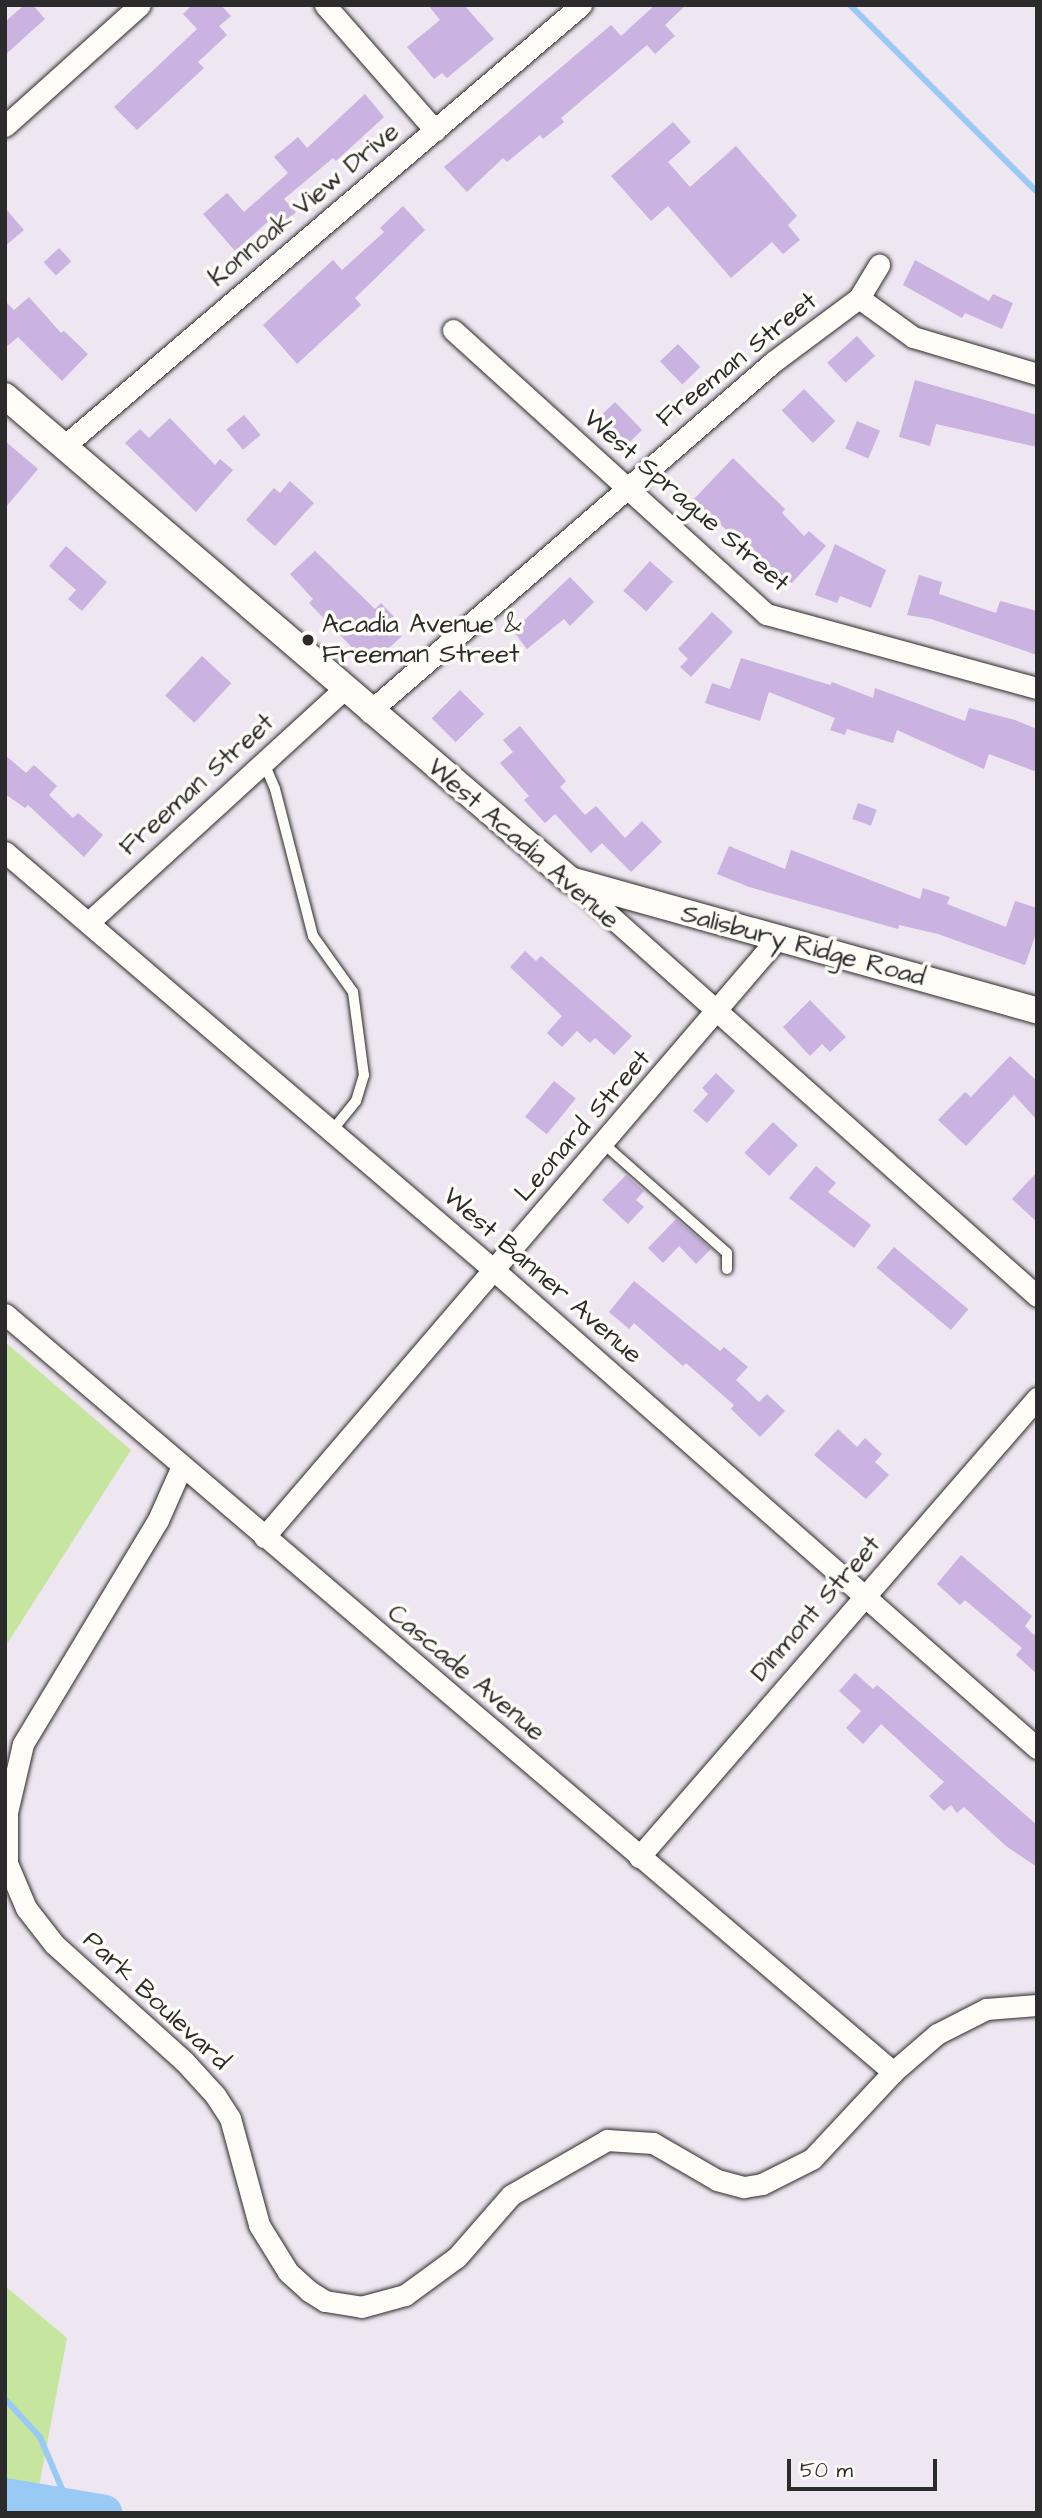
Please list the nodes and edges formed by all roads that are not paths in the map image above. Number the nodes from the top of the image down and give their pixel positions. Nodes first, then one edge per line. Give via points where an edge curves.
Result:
1 (325, 5) edge
2 (581, 5) edge
3 (138, 6) edge
4 (5, 126) edge
5 (435, 130) junction
6 (879, 265) dead end
7 (859, 298) junction
8 (453, 330) dead end
9 (1037, 373) edge
10 (5, 396) edge
11 (63, 447) junction
12 (624, 488) junction
13 (1037, 688) edge
14 (344, 690) junction
15 (369, 712) junction
16 (264, 762) junction
17 (5, 852) edge
18 (570, 880) junction
19 (89, 922) junction
20 (776, 940) junction
21 (1037, 1010) edge
22 (716, 1014) junction
23 (332, 1131) junction
24 (604, 1144) junction
25 (727, 1269) dead end
26 (495, 1271) junction
27 (1037, 1296) edge
28 (5, 1314) edge
29 (1037, 1398) edge
30 (181, 1466) junction
31 (264, 1537) junction
32 (862, 1597) junction
33 (1037, 1748) edge
34 (639, 1857) junction
35 (1037, 2005) edge
36 (893, 2072) junction

1 - 5 street
2 - 5 street, Konnoak View Drive
3 - 4 street
5 - 11 street, Konnoak View Drive
6 - 7 street, Freeman Street
7 - 9 street via 913,337
7 - 12 street, Freeman Street via 773,362
8 - 12 street, West Sprague Street
10 - 11 street, West Acadia Avenue
11 - 14 street, West Acadia Avenue
12 - 13 street, West Sprague Street via 766,614
12 - 15 street, Freeman Street
14 - 15 street, West Acadia Avenue
14 - 16 street, Freeman Street
15 - 18 street, West Acadia Avenue
16 - 19 street, Freeman Street
16 - 23 lane via 313,936 353,992 364,1075 356,1101
17 - 19 street, West Banner Avenue
18 - 20 street, Salisbury Ridge Road
18 - 22 street, West Acadia Avenue
19 - 23 street, West Banner Avenue
20 - 21 street, Salisbury Ridge Road
20 - 22 street, Leonard Street
22 - 24 street, Leonard Street
22 - 27 street, West Acadia Avenue
23 - 26 street, West Banner Avenue
24 - 25 lane via 727,1253
24 - 26 street, Leonard Street
26 - 31 street, Leonard Street
26 - 32 street, West Banner Avenue
28 - 30 street, Cascade Avenue
29 - 32 street, Dinmont Street
30 - 31 street, Cascade Avenue
30 - 36 street, Park Boulevard via 158,1520 23,1744 7,1812 7,1863 26,1908 54,1944 175,2052 215,2095 230,2118 259,2225 288,2272 309,2291 333,2304 361,2307 405,2295 457,2257 511,2194 607,2140 653,2143 717,2180 744,2187 762,2184 812,2159
31 - 34 street, Cascade Avenue
32 - 33 street, West Banner Avenue
32 - 34 street, Dinmont Street
34 - 36 street, Cascade Avenue
35 - 36 street, Park Boulevard via 986,2009 937,2034

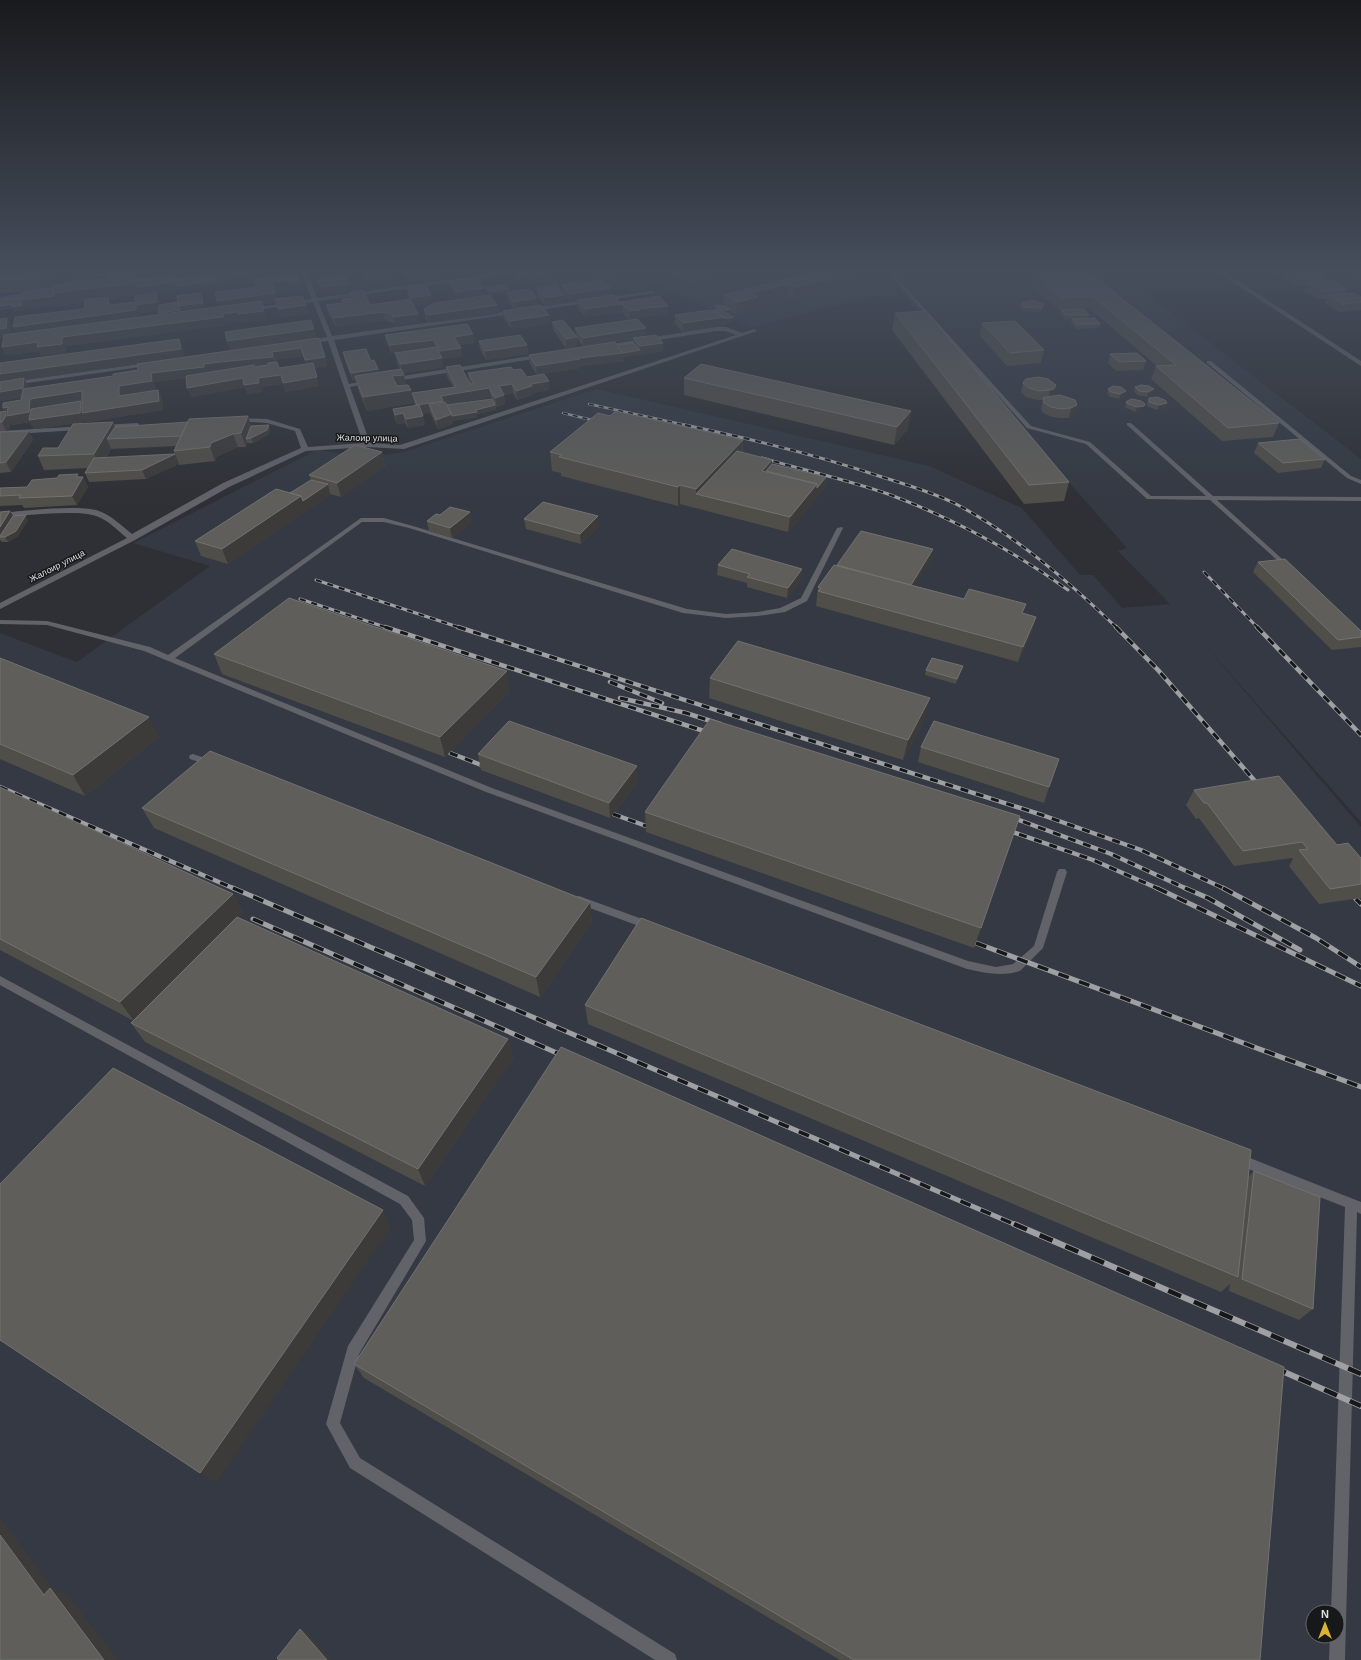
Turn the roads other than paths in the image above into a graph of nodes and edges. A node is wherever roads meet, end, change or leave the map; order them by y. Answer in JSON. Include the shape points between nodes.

_EXERCISE REQUIREMENTS_: Omit the pictures and reproduce the listing exactly.

_OUTPUT FOR THIS EXERCISE_:
Please list the nodes and edges formed by all roads that are not paths in the map image above. Number the nodes from the top of the image down and give their pixel positions. Nodes first, then one edge per line. Give via points where an edge curves.
Result:
1 (325, 5) edge
2 (581, 5) edge
3 (138, 6) edge
4 (5, 126) edge
5 (435, 130) junction
6 (879, 265) dead end
7 (859, 298) junction
8 (453, 330) dead end
9 (1037, 373) edge
10 (5, 396) edge
11 (63, 447) junction
12 (624, 488) junction
13 (1037, 688) edge
14 (344, 690) junction
15 (369, 712) junction
16 (264, 762) junction
17 (5, 852) edge
18 (570, 880) junction
19 (89, 922) junction
20 (776, 940) junction
21 (1037, 1010) edge
22 (716, 1014) junction
23 (332, 1131) junction
24 (604, 1144) junction
25 (727, 1269) dead end
26 (495, 1271) junction
27 (1037, 1296) edge
28 (5, 1314) edge
29 (1037, 1398) edge
30 (181, 1466) junction
31 (264, 1537) junction
32 (862, 1597) junction
33 (1037, 1748) edge
34 (639, 1857) junction
35 (1037, 2005) edge
36 (893, 2072) junction

1 - 5 street
2 - 5 street, Konnoak View Drive
3 - 4 street
5 - 11 street, Konnoak View Drive
6 - 7 street, Freeman Street
7 - 9 street via 913,337
7 - 12 street, Freeman Street via 773,362
8 - 12 street, West Sprague Street
10 - 11 street, West Acadia Avenue
11 - 14 street, West Acadia Avenue
12 - 13 street, West Sprague Street via 766,614
12 - 15 street, Freeman Street
14 - 15 street, West Acadia Avenue
14 - 16 street, Freeman Street
15 - 18 street, West Acadia Avenue
16 - 19 street, Freeman Street
16 - 23 lane via 313,936 353,992 364,1075 356,1101
17 - 19 street, West Banner Avenue
18 - 20 street, Salisbury Ridge Road
18 - 22 street, West Acadia Avenue
19 - 23 street, West Banner Avenue
20 - 21 street, Salisbury Ridge Road
20 - 22 street, Leonard Street
22 - 24 street, Leonard Street
22 - 27 street, West Acadia Avenue
23 - 26 street, West Banner Avenue
24 - 25 lane via 727,1253
24 - 26 street, Leonard Street
26 - 31 street, Leonard Street
26 - 32 street, West Banner Avenue
28 - 30 street, Cascade Avenue
29 - 32 street, Dinmont Street
30 - 31 street, Cascade Avenue
30 - 36 street, Park Boulevard via 158,1520 23,1744 7,1812 7,1863 26,1908 54,1944 175,2052 215,2095 230,2118 259,2225 288,2272 309,2291 333,2304 361,2307 405,2295 457,2257 511,2194 607,2140 653,2143 717,2180 744,2187 762,2184 812,2159
31 - 34 street, Cascade Avenue
32 - 33 street, West Banner Avenue
32 - 34 street, Dinmont Street
34 - 36 street, Cascade Avenue
35 - 36 street, Park Boulevard via 986,2009 937,2034

Turn the roads other than paths in the image above into a graph of nodes and edges. A node is wherever roads meet, end, change or leave the map; order them by y. Answer in JSON. Include the shape points between nodes.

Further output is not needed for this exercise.